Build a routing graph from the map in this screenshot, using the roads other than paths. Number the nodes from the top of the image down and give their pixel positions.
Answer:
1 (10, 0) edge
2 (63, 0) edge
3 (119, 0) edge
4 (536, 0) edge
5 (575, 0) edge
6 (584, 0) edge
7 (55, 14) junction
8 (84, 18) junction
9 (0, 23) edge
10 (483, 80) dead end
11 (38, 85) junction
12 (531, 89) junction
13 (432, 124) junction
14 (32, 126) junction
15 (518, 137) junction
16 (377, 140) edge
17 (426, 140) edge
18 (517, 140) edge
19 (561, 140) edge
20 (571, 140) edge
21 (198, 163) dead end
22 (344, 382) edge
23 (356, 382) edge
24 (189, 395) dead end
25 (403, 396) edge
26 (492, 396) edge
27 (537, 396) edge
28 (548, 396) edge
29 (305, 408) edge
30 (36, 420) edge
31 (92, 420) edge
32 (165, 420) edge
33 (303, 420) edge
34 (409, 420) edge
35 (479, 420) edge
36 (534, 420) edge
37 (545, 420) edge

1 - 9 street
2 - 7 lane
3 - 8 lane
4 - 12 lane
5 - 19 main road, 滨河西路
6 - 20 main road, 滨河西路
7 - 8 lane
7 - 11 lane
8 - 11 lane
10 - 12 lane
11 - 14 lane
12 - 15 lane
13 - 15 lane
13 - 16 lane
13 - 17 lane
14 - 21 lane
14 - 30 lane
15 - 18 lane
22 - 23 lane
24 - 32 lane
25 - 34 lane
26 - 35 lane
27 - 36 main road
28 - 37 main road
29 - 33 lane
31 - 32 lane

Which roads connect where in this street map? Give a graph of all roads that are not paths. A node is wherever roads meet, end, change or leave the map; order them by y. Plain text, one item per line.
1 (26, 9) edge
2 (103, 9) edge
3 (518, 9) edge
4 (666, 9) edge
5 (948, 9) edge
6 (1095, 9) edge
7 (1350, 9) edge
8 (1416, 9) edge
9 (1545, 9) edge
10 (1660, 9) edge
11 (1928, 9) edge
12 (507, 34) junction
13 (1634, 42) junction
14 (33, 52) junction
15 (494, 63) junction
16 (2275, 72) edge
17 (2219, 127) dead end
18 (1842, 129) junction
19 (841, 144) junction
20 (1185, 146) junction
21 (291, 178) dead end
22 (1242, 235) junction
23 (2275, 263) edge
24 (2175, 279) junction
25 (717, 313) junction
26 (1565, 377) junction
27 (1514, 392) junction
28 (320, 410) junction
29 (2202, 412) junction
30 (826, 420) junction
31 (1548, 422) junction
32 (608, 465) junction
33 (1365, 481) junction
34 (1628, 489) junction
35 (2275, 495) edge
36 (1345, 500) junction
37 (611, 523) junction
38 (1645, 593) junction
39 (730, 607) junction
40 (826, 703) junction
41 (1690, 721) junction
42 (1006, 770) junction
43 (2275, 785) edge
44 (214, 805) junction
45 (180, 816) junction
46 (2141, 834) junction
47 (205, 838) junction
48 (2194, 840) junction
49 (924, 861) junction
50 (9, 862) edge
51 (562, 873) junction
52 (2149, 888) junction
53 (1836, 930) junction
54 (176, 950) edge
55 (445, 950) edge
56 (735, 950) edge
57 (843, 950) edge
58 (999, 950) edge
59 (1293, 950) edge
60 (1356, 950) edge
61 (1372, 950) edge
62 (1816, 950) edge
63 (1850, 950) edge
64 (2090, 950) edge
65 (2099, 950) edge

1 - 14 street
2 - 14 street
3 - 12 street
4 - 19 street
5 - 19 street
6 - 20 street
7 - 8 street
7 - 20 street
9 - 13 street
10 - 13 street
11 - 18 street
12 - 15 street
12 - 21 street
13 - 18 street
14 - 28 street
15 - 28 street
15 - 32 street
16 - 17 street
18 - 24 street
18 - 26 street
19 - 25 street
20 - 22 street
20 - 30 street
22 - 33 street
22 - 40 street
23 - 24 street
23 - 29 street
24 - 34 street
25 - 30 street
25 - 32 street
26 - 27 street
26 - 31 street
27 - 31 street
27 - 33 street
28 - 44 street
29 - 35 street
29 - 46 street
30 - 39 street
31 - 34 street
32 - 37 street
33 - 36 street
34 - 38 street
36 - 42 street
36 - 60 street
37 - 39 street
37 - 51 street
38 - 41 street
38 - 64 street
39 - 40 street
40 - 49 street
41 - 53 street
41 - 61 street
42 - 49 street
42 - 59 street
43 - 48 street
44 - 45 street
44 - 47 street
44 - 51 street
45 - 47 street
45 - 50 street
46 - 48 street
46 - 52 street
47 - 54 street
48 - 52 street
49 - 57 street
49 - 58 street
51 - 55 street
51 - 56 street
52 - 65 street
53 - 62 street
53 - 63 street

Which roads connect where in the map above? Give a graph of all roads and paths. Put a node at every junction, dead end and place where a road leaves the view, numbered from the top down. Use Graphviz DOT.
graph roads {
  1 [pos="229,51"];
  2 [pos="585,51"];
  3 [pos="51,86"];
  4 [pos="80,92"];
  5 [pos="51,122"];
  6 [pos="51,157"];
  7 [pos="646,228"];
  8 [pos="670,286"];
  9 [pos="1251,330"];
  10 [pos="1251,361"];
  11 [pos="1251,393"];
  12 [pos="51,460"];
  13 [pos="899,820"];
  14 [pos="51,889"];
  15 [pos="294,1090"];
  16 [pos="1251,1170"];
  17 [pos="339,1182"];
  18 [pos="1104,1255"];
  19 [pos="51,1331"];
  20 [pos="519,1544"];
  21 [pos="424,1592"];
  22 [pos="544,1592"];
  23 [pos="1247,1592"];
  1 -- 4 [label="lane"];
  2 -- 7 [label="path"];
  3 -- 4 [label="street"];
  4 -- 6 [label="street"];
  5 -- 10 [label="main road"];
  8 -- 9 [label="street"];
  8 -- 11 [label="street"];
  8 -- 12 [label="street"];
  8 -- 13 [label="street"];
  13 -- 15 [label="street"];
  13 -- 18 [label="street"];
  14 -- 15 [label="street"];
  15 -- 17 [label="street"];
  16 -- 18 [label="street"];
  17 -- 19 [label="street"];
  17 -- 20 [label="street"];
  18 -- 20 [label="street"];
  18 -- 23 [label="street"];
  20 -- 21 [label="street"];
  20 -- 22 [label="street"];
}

▬▬▬

▸ Action item: Whenever a line of the data includes the word "connect", show that line in full.

▸ Written solution:
Which roads connect where in this street map? Give a graph of all roads that are not paths. A node is wherever roads meet, end, change or leave the map; order them by y. Plain text, one item per line.
Which roads connect where in the map above? Give a graph of all roads and paths. Put a node at every junction, dead end and place where a road leaves the view, numbered from the top down. Use Graphviz DOT.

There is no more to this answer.